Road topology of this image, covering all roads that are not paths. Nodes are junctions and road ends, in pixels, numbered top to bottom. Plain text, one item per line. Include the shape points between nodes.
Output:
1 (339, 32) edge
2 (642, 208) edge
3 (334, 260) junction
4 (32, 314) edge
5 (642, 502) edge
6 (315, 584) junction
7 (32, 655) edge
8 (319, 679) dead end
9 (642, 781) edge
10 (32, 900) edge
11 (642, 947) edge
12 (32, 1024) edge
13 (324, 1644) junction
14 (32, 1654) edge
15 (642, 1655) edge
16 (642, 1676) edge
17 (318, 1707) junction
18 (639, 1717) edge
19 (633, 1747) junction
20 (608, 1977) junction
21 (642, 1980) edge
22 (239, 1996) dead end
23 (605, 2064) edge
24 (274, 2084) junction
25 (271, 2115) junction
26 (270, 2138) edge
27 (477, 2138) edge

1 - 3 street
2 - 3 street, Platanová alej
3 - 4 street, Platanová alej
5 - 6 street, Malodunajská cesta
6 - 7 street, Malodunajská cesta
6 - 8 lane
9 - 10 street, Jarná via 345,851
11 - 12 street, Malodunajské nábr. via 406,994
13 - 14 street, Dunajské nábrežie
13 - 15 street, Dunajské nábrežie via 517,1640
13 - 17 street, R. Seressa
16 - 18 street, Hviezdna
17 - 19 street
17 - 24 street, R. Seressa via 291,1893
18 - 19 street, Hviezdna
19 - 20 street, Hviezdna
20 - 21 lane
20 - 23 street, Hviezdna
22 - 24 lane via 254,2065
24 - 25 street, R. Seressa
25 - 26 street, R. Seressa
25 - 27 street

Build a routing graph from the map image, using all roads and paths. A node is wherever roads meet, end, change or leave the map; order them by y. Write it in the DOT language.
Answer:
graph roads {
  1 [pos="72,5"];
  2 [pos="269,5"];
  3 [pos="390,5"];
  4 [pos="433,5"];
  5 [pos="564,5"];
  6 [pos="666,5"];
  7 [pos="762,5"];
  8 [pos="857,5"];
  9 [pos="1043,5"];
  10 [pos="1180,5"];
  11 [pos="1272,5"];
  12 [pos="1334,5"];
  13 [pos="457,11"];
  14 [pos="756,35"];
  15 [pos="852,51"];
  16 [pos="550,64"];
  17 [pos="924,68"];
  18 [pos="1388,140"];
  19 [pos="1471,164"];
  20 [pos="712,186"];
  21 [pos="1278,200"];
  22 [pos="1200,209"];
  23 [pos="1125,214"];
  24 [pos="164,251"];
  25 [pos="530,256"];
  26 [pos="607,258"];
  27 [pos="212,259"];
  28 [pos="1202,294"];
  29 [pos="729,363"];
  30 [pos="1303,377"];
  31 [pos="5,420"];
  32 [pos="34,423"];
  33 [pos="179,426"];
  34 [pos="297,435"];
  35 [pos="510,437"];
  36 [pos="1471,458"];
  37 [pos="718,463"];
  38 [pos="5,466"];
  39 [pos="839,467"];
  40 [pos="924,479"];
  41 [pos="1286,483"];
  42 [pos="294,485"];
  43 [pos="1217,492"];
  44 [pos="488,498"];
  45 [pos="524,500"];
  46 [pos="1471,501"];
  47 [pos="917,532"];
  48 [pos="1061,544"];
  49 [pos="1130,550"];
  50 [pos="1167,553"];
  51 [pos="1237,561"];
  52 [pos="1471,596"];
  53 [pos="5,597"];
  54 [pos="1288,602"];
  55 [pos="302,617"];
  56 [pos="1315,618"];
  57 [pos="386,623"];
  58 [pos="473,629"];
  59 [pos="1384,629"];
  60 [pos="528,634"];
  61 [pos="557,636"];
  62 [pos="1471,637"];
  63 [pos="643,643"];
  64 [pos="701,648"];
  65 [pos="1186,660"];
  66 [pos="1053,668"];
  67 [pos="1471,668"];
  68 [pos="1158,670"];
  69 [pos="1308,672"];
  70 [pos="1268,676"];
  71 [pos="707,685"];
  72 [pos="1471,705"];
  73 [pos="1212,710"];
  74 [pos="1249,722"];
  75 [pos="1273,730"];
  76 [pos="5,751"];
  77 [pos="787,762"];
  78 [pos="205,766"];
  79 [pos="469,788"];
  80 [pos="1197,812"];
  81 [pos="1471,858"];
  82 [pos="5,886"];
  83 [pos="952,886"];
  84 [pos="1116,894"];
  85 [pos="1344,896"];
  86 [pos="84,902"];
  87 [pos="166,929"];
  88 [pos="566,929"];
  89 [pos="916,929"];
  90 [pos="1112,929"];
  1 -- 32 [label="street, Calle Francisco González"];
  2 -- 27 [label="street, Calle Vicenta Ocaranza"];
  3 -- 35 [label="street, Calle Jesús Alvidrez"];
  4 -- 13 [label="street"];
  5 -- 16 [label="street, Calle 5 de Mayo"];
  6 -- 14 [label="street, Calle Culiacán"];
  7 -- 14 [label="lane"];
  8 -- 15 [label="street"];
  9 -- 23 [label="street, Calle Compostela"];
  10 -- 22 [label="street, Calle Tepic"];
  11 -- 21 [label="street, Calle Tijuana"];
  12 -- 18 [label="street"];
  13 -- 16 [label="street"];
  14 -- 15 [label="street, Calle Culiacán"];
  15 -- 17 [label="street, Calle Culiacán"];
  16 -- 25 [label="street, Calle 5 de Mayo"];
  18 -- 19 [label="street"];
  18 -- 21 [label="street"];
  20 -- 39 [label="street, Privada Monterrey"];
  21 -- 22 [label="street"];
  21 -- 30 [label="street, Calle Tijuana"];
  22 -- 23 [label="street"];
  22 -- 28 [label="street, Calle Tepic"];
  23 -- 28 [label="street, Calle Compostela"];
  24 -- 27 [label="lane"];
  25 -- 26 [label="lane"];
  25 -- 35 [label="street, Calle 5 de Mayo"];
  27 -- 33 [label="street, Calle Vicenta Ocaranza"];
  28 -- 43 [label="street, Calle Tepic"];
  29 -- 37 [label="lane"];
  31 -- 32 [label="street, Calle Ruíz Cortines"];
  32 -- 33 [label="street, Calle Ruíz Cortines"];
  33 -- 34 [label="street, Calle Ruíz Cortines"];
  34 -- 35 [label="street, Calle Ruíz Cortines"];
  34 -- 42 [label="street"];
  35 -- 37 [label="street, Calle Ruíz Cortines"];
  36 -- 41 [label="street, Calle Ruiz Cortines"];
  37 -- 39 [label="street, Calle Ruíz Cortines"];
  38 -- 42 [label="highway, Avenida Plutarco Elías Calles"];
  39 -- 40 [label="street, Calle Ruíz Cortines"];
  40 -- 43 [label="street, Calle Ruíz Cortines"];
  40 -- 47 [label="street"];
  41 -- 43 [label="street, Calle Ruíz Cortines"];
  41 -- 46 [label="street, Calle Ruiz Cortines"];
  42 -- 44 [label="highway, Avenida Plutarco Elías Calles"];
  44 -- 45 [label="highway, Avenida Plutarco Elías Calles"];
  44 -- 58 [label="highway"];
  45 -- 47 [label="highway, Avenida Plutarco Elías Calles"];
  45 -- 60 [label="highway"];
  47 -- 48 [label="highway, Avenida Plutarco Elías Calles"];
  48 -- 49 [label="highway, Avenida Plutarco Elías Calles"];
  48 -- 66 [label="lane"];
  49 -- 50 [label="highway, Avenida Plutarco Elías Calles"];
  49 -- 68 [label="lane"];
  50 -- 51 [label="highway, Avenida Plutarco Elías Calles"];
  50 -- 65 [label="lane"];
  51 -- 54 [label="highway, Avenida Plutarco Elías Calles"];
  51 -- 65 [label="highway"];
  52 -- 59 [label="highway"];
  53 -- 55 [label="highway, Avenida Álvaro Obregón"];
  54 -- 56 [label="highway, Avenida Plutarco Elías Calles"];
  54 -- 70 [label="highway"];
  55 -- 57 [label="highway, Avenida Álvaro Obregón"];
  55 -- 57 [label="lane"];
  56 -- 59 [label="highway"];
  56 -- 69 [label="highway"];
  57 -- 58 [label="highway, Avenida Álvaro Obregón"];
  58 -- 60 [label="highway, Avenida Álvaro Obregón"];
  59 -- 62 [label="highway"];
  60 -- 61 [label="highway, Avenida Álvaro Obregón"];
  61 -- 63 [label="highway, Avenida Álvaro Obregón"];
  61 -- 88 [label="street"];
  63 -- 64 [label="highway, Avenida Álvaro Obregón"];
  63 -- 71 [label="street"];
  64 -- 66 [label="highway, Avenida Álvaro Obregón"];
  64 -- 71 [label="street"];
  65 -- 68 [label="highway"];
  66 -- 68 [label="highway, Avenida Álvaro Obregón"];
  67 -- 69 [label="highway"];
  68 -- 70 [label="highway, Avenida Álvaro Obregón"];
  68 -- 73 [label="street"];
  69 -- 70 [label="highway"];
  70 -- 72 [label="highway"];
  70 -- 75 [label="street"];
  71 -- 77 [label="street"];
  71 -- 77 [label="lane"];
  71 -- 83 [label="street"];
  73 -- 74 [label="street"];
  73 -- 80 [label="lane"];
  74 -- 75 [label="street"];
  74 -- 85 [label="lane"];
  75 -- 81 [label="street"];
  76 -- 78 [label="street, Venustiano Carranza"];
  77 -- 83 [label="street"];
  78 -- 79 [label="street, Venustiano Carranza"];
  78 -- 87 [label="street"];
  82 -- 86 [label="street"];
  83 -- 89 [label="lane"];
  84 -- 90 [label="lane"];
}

WORK REQUIRED
Identify each line in the entries with the word "Cortines" and copy it.

RESULT OF THIS EXERCISE
  31 -- 32 [label="street, Calle Ruíz Cortines"];
  32 -- 33 [label="street, Calle Ruíz Cortines"];
  33 -- 34 [label="street, Calle Ruíz Cortines"];
  34 -- 35 [label="street, Calle Ruíz Cortines"];
  35 -- 37 [label="street, Calle Ruíz Cortines"];
  36 -- 41 [label="street, Calle Ruiz Cortines"];
  37 -- 39 [label="street, Calle Ruíz Cortines"];
  39 -- 40 [label="street, Calle Ruíz Cortines"];
  40 -- 43 [label="street, Calle Ruíz Cortines"];
  41 -- 43 [label="street, Calle Ruíz Cortines"];
  41 -- 46 [label="street, Calle Ruiz Cortines"];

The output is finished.